BrSKS13, a multiple-allele-inherited male sterility-related gene in Chinese cabbage (Brassica rapa L. ssp. pekinensis), affects pollen development and pollination/fertilization process

Abstract

Multiple-allele-inherited male sterility (MAMS) is important in Chinese cabbage (Brassica rapa L. ssp. pekinensis) breeding, but the molecular mechanisms leading to male sterility are poorly understood. In this study, we cloned a novel gene, BrSKS13, that is differentially expressed in fertile and sterile flower buds of Chinese cabbage. BrSKS13 is most similar to Arabidopsis thaliana AT3G13400 (SKS13) and encodes a predicted 61.87 kDa protein with three cupredoxin superfamily conserved domains in the multicopper oxidase family. Semi-quantitative reverse-transcription PCR (sqRT-PCR) showed that expression of BrSKS13 is higher in fertile buds than in sterile buds. Quantitative RT-PCR (qRT-PCR) and in situ hybridization showed that BrSKS13 is highly expressed in fertile anthers, peaking at pollen-maturation stage VI, but is weakly expressed in other tissues and floral organs. Expression patterns of BrSKS13 promoter::GUS reporter fusions in Arabidopsis showed that the BrSKS13 promoter drives expression of the GUS gene only in anthers. The relative expression of Brsks13 in fertile buds was higher than in sterile buds for all other MAMS lines of Chinese cabbage examined. These results suggest that BrSKS13 affects pollen development.
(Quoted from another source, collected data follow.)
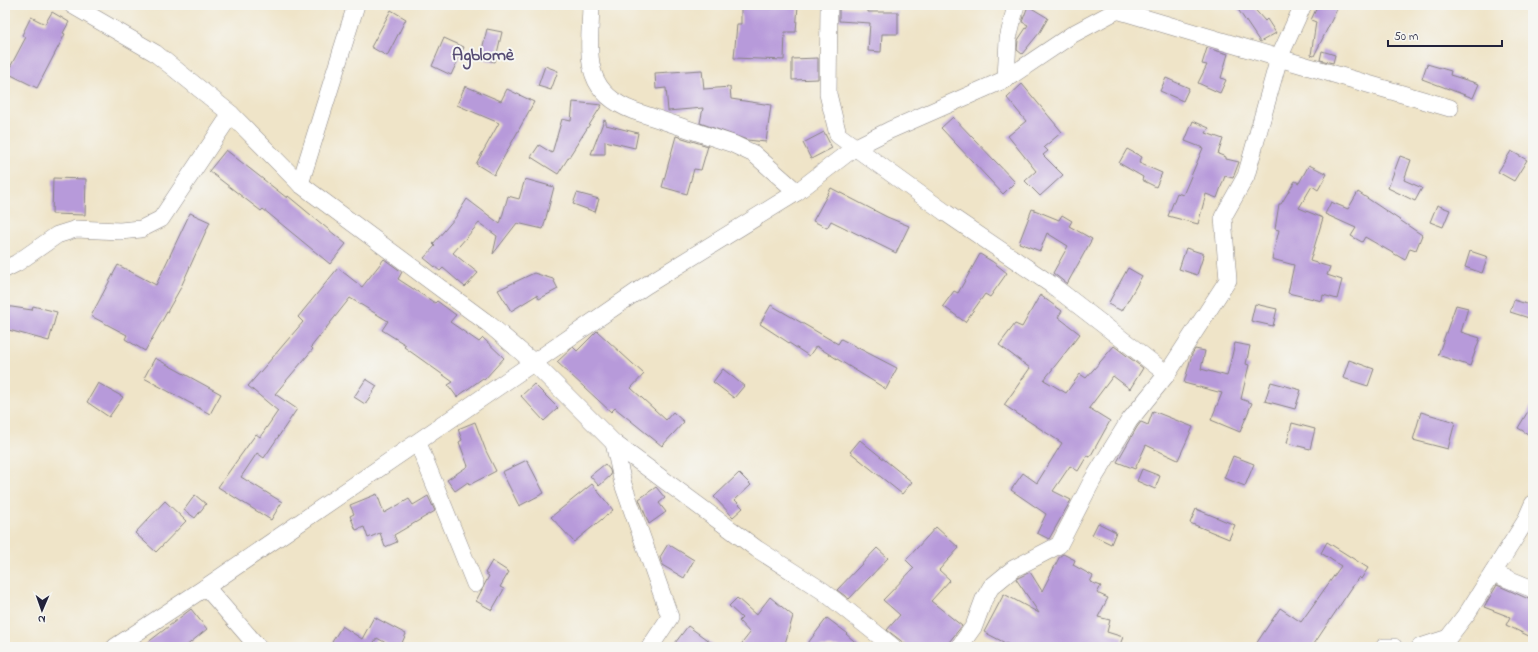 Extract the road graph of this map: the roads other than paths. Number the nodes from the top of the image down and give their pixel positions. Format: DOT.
graph roads {
  1 [pos="72,5"];
  2 [pos="356,5"];
  3 [pos="591,5"];
  4 [pos="829,5"];
  5 [pos="1016,5"];
  6 [pos="1303,5"];
  7 [pos="1122,8"];
  8 [pos="1279,58"];
  9 [pos="1006,79"];
  10 [pos="1450,108"];
  11 [pos="231,114"];
  12 [pos="854,148"];
  13 [pos="300,184"];
  14 [pos="797,192"];
  15 [pos="5,269"];
  16 [pos="534,363"];
  17 [pos="1167,374"];
  18 [pos="418,443"];
  19 [pos="614,443"];
  20 [pos="1533,504"];
  21 [pos="1493,573"];
  22 [pos="475,584"];
  23 [pos="206,588"];
  24 [pos="1533,588"];
  25 [pos="116,647"];
  26 [pos="258,647"];
  27 [pos="650,647"];
  28 [pos="893,647"];
  29 [pos="959,647"];
  30 [pos="1384,647"];
  31 [pos="1394,647"];
  32 [pos="1420,647"];
  1 -- 11 [label="street"];
  2 -- 13 [label="street"];
  3 -- 14 [label="street"];
  4 -- 12 [label="street"];
  5 -- 9 [label="street"];
  6 -- 8 [label="street"];
  7 -- 8 [label="street"];
  7 -- 9 [label="street"];
  8 -- 10 [label="street"];
  8 -- 17 [label="street"];
  9 -- 12 [label="street"];
  11 -- 13 [label="street"];
  11 -- 15 [label="street"];
  12 -- 14 [label="street"];
  12 -- 17 [label="street"];
  13 -- 16 [label="street"];
  14 -- 16 [label="street"];
  16 -- 18 [label="street"];
  16 -- 19 [label="street"];
  17 -- 29 [label="street"];
  18 -- 22 [label="street"];
  18 -- 23 [label="street"];
  19 -- 27 [label="street"];
  19 -- 28 [label="street"];
  20 -- 21 [label="street"];
  21 -- 24 [label="street"];
  21 -- 32 [label="street"];
  23 -- 25 [label="street"];
  23 -- 26 [label="street"];
  30 -- 31 [label="street"];
}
In situ hybridization analysis of flower stigmas at different times after pollination showed that BrSKS13 expression was first observed in stigmas and immature seeds at 1 h after pollination, and the signal intensity in seeds increased with increasing maturity. Compared to Col-0, A. thaliana sks13 mutant plants have shorter and fewer siliques, shriveled pollen grains, pollen tube abnormalities, and reduced seed number. The phenotype of sks13 mutant was recovered by over-expressing BrSKS13. Our results suggest that BrSKS13 affects pollen development and the pollination/fertilization process, and will enable further study of the genetic mechanisms underlying MAMS in Chinese cabbage.